Making Massachusetts Business-Friendly

A few years ago, maybe a decade ago, Massachusetts printed blue and white bumper stickers that declared "Make it in Massachusetts."

The problem was, you couldn't make it in Massachusetts, because Massachusetts didn't have a reputation of being very business friendly.

It's this unfriendly atmosphere, or perception, that we have to change.

We can do everything possible to attract companies to Westfield, Western Massachusetts, and the entire Commonweatlh. We can encourage people to start businesses, and expand existing businesses.

But, until we make some changes in the way this state treats employers, until we lower the cost of doing business in Massachusetts, and until we eliminate some of the regulations that govern how we do business, our efforts will fail.

As one of the very few people in the legislature who owns and operates a small business, I've made it my job to work for change. To do everything I can to make it easier to do business here.

There are a lot of ways we can do this, and I've co-sponsored a lot of legislation this year, to implement these ideas. Here are just a few.

We have to reduce the cost of unemployment insurance without delay. We have the second highest rate in the country. We should have reduced it last year, when I took the podium in the house to voice my concerns about the rates our employers pay. Although Speaker Thomas Finneran favors the reduction, as do most of the Republican legislators, it is an issue being fought by other legislators who believe organized labor's concerns that the money the state has in the bank won't be enough in case of another recession.

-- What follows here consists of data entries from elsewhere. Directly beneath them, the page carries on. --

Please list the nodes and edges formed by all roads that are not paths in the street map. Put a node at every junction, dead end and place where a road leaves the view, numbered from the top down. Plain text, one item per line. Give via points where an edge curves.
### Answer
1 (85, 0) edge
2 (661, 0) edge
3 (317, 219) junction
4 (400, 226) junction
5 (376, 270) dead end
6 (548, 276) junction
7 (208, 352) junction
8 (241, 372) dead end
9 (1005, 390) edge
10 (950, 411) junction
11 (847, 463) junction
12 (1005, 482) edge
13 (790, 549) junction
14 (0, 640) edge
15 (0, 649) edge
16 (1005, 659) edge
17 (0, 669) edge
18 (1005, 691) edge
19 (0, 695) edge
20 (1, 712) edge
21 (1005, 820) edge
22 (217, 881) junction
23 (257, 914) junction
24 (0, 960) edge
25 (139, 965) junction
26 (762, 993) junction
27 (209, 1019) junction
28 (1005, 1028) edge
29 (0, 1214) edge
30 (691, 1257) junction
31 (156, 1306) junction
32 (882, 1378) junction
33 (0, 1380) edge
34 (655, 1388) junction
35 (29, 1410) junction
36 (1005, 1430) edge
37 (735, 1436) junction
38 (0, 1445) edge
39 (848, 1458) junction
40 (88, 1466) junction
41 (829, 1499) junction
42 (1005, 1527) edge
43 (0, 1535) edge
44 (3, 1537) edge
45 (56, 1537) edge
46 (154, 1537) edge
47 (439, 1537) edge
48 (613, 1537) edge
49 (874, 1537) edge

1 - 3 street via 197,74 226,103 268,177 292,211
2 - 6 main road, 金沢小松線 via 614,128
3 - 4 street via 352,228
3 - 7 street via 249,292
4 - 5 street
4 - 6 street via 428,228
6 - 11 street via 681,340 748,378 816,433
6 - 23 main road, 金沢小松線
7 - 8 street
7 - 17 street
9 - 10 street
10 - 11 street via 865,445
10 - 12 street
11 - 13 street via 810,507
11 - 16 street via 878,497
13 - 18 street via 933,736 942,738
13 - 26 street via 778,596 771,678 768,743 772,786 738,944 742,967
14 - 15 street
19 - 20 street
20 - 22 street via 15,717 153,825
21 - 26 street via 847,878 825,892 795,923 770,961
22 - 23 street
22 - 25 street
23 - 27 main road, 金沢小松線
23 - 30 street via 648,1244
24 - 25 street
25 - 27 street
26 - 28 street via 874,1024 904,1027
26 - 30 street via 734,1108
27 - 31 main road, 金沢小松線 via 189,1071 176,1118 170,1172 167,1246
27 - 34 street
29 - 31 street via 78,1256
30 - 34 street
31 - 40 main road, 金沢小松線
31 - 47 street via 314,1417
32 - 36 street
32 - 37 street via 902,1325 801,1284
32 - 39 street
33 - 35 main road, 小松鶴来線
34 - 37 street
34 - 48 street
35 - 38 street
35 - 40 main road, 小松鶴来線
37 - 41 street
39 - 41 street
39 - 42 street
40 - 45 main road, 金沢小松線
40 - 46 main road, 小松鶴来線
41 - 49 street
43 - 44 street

Another piece of pending legislation would reduce unemployment benefits from 30 to 26 weeks, and require recipients to have earned at least forty times, rather than thirty times, what their weekly benefits would be before being eligible for payments. In addition to the second highest costs in the nation, we have the most generous system in the country. I support this change, just as I support legislation to allow

certain employers to make voluntary contributions to the system at a level consistent with their previous unemployment claims.

We've given tax breaks to defense, manufacturing and financial institutions, to encourage them to continue to do business in Massachusetts and maintain their payrolls. Translate this to "jobs." Now it is time to do the same for stockbrokers and insurance companies, who can easily pick up stakes and move to any other state.

We should make the investment tax credit permanent, and include credits for leased equipment. We should give tax credits for job training, to employers who participate in school-to-work programs, and to employers who provide health insurance for employees.

We should give sales tax exemptions for pollution control and safety expenditures.

We have to change the regulations that govern cleanup of contaminated sites, or "brownfields," so that we can reclaim them and make them usable again. And we have to indemnify innocent buyers and lenders from responsibility for cleanup of previous owners' environmental sins.

We have to ask insurers and HMOs to share the costs that hospitals incur when they treat uninsured patients. Hospitals cannot afford to be the sole providers of money for the uncompensated care pool. Noble Hospital is one of Westfield's three largest employers, and we have to protect it's financial stability.

There are literally hundreds of other ideas being lofted in the State House now. I'll keep my eye on them and, as a member of the Commerce and Labor Committee, I'll continue to be a vocal supporter of legislation that will bring--and maintain--jobs for our citizens and make Massachusetts business-friendly.

Maybe, once again, we can boast--truthfully this time--that we're indeed "Making it in Massachusetts."